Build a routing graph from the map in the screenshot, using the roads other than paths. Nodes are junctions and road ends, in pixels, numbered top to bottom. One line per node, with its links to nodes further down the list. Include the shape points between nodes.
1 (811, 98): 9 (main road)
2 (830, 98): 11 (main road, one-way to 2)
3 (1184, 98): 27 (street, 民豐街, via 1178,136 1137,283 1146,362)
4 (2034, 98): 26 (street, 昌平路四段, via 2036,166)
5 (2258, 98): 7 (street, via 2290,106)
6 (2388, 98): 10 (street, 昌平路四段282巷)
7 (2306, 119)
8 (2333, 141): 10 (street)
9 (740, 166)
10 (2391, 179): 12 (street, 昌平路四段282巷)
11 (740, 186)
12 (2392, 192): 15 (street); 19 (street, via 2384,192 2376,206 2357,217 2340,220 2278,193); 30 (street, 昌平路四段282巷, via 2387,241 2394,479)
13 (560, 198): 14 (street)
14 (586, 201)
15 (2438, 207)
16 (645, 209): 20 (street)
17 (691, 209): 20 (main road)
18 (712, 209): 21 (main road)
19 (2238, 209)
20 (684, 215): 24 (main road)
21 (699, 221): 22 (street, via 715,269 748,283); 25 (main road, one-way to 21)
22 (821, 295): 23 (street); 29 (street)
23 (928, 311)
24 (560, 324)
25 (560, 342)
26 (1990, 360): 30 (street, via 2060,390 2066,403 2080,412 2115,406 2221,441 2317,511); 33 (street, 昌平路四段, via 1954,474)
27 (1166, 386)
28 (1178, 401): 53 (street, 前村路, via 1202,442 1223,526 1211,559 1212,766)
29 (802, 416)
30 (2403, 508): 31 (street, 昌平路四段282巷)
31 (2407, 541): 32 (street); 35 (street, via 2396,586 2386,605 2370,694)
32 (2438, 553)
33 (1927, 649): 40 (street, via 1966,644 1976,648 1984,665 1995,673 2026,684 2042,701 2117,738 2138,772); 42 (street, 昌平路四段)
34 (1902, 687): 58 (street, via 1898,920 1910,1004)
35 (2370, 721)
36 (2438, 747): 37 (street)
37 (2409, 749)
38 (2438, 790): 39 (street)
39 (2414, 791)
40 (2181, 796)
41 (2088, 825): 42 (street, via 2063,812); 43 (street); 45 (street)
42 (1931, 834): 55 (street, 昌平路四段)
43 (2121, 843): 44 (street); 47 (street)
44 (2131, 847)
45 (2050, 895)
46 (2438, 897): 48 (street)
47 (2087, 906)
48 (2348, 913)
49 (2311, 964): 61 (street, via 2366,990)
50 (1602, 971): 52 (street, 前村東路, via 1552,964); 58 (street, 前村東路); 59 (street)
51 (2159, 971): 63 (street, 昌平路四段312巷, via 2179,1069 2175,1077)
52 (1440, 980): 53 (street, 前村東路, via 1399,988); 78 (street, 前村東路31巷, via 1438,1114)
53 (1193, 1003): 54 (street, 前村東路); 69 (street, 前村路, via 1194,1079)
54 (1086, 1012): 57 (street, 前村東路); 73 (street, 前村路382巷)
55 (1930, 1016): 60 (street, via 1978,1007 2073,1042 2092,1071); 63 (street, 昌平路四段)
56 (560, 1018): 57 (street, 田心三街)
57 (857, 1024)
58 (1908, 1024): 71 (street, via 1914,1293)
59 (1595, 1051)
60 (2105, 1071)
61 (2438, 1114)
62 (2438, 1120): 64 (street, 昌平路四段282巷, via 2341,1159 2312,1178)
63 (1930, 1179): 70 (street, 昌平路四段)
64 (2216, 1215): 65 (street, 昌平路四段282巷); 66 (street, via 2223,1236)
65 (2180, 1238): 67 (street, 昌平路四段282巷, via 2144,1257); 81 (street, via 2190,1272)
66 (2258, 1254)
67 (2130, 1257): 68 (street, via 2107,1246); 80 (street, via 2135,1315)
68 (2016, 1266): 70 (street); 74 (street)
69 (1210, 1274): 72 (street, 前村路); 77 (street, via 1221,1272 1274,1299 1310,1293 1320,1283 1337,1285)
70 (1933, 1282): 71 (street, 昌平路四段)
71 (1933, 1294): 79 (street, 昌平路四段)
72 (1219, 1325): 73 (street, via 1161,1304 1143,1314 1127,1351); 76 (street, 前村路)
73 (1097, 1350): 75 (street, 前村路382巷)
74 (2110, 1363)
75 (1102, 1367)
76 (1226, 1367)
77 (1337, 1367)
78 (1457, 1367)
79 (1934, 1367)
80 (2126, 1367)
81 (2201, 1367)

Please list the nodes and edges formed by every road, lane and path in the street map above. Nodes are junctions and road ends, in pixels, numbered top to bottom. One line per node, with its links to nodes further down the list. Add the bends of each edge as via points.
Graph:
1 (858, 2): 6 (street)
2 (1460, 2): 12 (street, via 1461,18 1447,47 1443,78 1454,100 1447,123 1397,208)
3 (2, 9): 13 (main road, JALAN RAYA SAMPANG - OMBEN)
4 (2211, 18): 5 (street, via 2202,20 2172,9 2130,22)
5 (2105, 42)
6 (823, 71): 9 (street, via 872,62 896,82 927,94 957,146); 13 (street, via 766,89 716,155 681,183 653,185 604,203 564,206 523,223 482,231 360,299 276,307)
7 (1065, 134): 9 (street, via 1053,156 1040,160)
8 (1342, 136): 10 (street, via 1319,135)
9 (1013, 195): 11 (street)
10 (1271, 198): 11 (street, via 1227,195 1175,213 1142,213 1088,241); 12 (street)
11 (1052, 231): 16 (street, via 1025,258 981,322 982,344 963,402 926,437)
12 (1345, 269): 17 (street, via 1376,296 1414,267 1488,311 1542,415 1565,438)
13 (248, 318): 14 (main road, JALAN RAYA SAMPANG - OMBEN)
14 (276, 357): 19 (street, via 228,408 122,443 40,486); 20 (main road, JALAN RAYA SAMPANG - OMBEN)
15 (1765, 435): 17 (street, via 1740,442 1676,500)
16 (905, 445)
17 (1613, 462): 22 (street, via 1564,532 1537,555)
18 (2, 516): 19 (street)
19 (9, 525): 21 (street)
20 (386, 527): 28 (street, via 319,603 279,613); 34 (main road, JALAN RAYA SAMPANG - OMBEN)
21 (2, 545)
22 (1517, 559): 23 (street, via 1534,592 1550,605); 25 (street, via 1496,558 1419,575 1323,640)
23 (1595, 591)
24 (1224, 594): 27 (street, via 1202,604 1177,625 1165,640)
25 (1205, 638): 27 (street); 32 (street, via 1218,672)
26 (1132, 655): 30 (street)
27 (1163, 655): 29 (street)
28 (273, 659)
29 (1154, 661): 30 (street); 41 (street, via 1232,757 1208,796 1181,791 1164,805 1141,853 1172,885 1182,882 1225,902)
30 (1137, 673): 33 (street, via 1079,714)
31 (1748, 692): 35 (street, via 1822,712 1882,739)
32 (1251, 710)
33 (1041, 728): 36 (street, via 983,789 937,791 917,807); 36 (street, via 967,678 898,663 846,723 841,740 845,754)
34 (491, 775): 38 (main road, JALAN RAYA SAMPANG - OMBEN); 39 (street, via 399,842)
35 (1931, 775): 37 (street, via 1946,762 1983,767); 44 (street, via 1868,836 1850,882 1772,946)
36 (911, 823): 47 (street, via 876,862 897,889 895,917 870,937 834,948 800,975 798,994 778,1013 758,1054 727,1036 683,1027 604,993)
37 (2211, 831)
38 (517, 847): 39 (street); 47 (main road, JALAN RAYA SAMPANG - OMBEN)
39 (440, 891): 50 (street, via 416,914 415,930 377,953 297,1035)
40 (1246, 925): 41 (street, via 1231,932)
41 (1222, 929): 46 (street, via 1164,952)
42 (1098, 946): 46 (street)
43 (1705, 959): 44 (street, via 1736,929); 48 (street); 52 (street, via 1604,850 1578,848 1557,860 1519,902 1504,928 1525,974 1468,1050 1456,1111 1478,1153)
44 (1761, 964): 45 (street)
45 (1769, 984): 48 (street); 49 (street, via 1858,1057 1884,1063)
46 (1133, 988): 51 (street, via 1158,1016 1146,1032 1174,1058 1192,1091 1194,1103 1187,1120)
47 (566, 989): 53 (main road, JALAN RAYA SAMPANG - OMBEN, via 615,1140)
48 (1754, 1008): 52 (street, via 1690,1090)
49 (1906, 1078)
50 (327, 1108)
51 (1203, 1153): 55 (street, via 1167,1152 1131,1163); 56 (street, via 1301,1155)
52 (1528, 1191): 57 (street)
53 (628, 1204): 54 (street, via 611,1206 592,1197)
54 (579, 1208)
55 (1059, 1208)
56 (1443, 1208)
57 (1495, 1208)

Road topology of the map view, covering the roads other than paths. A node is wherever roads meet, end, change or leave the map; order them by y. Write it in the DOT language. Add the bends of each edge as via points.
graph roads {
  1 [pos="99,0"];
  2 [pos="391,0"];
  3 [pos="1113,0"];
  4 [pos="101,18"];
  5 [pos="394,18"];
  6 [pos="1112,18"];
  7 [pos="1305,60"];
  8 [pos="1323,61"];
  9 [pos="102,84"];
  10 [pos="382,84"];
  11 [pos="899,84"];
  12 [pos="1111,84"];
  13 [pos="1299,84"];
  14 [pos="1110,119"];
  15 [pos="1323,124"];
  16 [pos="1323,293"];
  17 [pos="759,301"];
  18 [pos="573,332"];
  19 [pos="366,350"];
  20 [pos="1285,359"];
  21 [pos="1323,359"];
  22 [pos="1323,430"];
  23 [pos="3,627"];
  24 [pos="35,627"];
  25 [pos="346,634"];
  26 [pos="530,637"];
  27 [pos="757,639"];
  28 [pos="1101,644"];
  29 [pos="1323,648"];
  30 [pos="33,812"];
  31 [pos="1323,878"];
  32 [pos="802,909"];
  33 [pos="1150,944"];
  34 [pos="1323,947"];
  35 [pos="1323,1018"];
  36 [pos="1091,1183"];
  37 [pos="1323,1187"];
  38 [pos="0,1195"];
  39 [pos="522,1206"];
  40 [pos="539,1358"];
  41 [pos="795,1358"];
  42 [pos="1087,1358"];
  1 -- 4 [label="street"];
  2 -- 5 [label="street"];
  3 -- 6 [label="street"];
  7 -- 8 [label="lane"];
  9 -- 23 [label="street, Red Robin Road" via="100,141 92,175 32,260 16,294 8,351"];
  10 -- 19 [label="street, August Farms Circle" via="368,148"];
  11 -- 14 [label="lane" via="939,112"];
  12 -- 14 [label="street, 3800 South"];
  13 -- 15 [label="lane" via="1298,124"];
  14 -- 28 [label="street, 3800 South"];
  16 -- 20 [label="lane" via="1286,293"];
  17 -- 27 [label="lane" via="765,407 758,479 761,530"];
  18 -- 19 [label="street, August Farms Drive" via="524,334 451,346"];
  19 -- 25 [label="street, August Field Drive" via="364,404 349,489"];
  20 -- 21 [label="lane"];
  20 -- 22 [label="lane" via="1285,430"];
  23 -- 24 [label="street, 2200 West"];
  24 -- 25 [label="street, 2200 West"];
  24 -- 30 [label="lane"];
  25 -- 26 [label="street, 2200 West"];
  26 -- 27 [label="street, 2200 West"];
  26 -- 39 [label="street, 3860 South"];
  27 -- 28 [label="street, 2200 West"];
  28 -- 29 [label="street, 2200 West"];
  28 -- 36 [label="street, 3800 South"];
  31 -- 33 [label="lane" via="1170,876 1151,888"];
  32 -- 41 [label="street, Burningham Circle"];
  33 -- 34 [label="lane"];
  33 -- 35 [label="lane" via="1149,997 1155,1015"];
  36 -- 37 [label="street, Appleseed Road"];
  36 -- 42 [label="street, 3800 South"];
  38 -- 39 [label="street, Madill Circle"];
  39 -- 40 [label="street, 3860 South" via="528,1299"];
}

....

*WHAT TO WORK ON*
Take every line from the data above that holds "Farms" and copy it out.

*SOLUTION*
  10 -- 19 [label="street, August Farms Circle" via="368,148"];
  18 -- 19 [label="street, August Farms Drive" via="524,334 451,346"];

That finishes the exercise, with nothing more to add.